_DIRECTIONS_: Your task is to transcribe the entries exactly.

(Stored data)
☆ ☆ ☆

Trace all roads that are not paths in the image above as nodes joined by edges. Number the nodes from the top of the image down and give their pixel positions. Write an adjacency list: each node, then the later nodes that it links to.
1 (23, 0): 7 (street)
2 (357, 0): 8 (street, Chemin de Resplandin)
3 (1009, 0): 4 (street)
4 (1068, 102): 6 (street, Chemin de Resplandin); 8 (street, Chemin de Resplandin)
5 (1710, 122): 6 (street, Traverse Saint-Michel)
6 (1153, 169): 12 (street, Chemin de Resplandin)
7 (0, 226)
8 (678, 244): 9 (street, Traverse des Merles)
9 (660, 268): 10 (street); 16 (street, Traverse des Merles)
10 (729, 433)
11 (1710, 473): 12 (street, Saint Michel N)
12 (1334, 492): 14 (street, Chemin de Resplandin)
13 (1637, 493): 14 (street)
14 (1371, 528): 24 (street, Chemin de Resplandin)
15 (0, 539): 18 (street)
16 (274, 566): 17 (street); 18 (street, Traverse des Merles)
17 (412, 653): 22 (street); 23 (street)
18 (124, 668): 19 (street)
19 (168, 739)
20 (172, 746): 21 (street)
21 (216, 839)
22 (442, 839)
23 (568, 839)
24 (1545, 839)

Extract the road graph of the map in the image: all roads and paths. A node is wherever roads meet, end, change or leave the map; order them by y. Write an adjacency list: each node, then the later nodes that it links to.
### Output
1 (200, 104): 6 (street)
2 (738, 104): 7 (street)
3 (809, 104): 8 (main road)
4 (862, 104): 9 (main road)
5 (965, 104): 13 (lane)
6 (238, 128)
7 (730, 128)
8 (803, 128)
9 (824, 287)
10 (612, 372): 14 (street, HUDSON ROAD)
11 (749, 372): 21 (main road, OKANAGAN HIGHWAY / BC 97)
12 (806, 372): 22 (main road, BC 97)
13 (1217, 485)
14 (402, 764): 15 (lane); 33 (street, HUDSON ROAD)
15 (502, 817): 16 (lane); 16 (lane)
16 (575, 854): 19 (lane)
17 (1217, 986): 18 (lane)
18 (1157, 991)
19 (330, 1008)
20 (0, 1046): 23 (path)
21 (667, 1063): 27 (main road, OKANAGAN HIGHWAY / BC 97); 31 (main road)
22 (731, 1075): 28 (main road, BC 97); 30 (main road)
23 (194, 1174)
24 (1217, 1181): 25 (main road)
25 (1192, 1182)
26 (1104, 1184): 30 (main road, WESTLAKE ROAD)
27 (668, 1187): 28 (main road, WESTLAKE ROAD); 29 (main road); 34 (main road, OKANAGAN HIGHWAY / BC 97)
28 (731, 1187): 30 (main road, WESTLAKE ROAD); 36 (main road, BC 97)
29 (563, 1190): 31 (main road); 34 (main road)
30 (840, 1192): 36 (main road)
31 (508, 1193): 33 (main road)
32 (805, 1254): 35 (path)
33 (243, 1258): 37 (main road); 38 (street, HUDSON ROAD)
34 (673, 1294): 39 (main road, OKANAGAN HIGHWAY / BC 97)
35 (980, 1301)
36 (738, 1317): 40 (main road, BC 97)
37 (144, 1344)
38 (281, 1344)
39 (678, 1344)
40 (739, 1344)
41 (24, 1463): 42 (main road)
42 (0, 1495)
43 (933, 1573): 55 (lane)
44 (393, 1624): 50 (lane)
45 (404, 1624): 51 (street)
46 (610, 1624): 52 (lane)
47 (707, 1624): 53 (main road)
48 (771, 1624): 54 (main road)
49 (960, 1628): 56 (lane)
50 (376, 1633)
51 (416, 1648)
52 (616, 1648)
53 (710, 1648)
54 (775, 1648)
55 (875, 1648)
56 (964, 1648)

☆ ☆ ☆

_TASK ANSWER_:
Trace all roads that are not paths in the image above as nodes joined by edges. Number the nodes from the top of the image down and give their pixel positions. Write an adjacency list: each node, then the later nodes that it links to.
1 (23, 0): 7 (street)
2 (357, 0): 8 (street, Chemin de Resplandin)
3 (1009, 0): 4 (street)
4 (1068, 102): 6 (street, Chemin de Resplandin); 8 (street, Chemin de Resplandin)
5 (1710, 122): 6 (street, Traverse Saint-Michel)
6 (1153, 169): 12 (street, Chemin de Resplandin)
7 (0, 226)
8 (678, 244): 9 (street, Traverse des Merles)
9 (660, 268): 10 (street); 16 (street, Traverse des Merles)
10 (729, 433)
11 (1710, 473): 12 (street, Saint Michel N)
12 (1334, 492): 14 (street, Chemin de Resplandin)
13 (1637, 493): 14 (street)
14 (1371, 528): 24 (street, Chemin de Resplandin)
15 (0, 539): 18 (street)
16 (274, 566): 17 (street); 18 (street, Traverse des Merles)
17 (412, 653): 22 (street); 23 (street)
18 (124, 668): 19 (street)
19 (168, 739)
20 (172, 746): 21 (street)
21 (216, 839)
22 (442, 839)
23 (568, 839)
24 (1545, 839)

Extract the road graph of the map in the image: all roads and paths. A node is wherever roads meet, end, change or leave the map; order them by y. Write an adjacency list: each node, then the later nodes that it links to.
### Output
1 (200, 104): 6 (street)
2 (738, 104): 7 (street)
3 (809, 104): 8 (main road)
4 (862, 104): 9 (main road)
5 (965, 104): 13 (lane)
6 (238, 128)
7 (730, 128)
8 (803, 128)
9 (824, 287)
10 (612, 372): 14 (street, HUDSON ROAD)
11 (749, 372): 21 (main road, OKANAGAN HIGHWAY / BC 97)
12 (806, 372): 22 (main road, BC 97)
13 (1217, 485)
14 (402, 764): 15 (lane); 33 (street, HUDSON ROAD)
15 (502, 817): 16 (lane); 16 (lane)
16 (575, 854): 19 (lane)
17 (1217, 986): 18 (lane)
18 (1157, 991)
19 (330, 1008)
20 (0, 1046): 23 (path)
21 (667, 1063): 27 (main road, OKANAGAN HIGHWAY / BC 97); 31 (main road)
22 (731, 1075): 28 (main road, BC 97); 30 (main road)
23 (194, 1174)
24 (1217, 1181): 25 (main road)
25 (1192, 1182)
26 (1104, 1184): 30 (main road, WESTLAKE ROAD)
27 (668, 1187): 28 (main road, WESTLAKE ROAD); 29 (main road); 34 (main road, OKANAGAN HIGHWAY / BC 97)
28 (731, 1187): 30 (main road, WESTLAKE ROAD); 36 (main road, BC 97)
29 (563, 1190): 31 (main road); 34 (main road)
30 (840, 1192): 36 (main road)
31 (508, 1193): 33 (main road)
32 (805, 1254): 35 (path)
33 (243, 1258): 37 (main road); 38 (street, HUDSON ROAD)
34 (673, 1294): 39 (main road, OKANAGAN HIGHWAY / BC 97)
35 (980, 1301)
36 (738, 1317): 40 (main road, BC 97)
37 (144, 1344)
38 (281, 1344)
39 (678, 1344)
40 (739, 1344)
41 (24, 1463): 42 (main road)
42 (0, 1495)
43 (933, 1573): 55 (lane)
44 (393, 1624): 50 (lane)
45 (404, 1624): 51 (street)
46 (610, 1624): 52 (lane)
47 (707, 1624): 53 (main road)
48 (771, 1624): 54 (main road)
49 (960, 1628): 56 (lane)
50 (376, 1633)
51 (416, 1648)
52 (616, 1648)
53 (710, 1648)
54 (775, 1648)
55 (875, 1648)
56 (964, 1648)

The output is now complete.